Scaling out with Ceph
A few months ago, I installed a Ceph cluster hosting disk images, for my OpenNebula cloud.
This cluster is based on 5 ProLian N54L, each with a 60G SSD for the main filesystems, some with 1 512G SSD OSD, all with 3 disk drives from 1 to 4T. SSD are grouped in a pool, HDD in an other.
Now that most my services are in this cluster, I’m left with very few free space.
The good news is there is no significant impact on performances, as I was experiencing with ZFS.

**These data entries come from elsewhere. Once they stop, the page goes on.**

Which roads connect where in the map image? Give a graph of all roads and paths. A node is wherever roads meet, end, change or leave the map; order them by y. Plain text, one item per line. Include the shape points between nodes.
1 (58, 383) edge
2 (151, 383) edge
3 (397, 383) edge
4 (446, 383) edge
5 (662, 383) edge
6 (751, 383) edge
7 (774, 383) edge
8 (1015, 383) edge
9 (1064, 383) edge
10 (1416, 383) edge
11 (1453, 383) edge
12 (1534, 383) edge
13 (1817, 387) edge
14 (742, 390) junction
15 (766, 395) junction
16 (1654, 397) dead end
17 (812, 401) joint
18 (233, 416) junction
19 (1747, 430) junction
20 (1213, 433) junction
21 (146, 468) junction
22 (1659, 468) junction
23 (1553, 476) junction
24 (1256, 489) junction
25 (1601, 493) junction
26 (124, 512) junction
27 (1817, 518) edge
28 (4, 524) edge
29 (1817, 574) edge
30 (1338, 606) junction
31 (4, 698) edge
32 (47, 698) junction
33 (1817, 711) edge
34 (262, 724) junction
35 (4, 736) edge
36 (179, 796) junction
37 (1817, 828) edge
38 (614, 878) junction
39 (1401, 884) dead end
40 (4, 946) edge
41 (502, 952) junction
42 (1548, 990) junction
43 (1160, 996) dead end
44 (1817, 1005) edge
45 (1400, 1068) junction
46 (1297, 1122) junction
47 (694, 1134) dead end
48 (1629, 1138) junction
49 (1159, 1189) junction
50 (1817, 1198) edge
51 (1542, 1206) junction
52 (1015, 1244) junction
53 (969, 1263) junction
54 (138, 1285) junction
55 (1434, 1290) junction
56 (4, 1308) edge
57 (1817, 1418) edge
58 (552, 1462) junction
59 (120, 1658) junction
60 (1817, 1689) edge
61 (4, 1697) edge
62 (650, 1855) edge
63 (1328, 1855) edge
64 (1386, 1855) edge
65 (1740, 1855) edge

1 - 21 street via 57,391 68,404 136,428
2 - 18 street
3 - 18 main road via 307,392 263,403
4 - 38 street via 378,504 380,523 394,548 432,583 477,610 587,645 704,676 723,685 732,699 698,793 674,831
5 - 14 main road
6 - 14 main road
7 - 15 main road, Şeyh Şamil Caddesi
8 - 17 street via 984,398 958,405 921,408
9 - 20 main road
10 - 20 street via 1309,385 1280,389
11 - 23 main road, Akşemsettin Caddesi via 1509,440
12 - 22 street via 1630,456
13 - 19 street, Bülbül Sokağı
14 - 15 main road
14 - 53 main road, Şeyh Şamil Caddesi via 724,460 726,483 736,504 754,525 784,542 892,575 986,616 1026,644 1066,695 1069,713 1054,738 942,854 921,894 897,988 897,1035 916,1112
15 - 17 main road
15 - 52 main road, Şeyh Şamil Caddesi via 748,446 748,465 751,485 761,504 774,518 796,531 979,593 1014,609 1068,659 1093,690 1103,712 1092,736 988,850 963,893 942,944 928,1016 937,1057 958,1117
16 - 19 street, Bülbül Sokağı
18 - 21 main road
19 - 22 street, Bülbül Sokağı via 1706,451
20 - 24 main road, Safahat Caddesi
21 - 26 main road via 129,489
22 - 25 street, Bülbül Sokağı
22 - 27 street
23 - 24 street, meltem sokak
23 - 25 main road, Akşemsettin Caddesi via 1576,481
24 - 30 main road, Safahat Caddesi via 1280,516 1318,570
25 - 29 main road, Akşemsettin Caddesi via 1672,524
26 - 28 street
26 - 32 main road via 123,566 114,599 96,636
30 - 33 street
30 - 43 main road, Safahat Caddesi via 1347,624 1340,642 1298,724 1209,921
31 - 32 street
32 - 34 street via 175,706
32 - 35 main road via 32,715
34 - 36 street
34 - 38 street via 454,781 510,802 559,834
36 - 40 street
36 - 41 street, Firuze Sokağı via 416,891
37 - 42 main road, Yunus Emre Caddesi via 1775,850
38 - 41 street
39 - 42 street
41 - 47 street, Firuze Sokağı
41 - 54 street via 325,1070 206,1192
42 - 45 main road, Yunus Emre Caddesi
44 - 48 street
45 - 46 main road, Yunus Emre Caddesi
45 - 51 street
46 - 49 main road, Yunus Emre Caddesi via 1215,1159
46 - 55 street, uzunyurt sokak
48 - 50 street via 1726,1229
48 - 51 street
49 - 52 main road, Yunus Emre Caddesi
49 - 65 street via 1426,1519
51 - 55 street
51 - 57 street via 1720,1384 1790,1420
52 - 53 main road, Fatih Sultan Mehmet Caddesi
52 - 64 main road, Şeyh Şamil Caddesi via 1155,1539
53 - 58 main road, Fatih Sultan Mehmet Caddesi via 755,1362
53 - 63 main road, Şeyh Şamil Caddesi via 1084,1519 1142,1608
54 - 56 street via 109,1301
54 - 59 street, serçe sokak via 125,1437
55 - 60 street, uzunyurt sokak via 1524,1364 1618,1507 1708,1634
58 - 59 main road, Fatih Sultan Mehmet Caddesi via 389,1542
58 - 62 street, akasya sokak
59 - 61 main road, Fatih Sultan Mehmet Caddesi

The bad news, is that I urgently need to add some storage space.
Last Sunday, I ordered my sixth N54L on eBay (from my “official” refurbish-er, BargainHardware) and a few disks.
After receiving everything, I installed the latest Ubuntu LTS (Trusty) from my PXE, installed puppet, prepared everything, … In about an hour, I was ready to add my disks.
I use a custom crush map, and the osd “crush update on start” set to false, in my ceph.conf.
This was the first time I tested this, and I was pleased to see I can run ceph-deploy to prepare my OSD, without automatically adding it to the default CRUSH root – especially having two pools.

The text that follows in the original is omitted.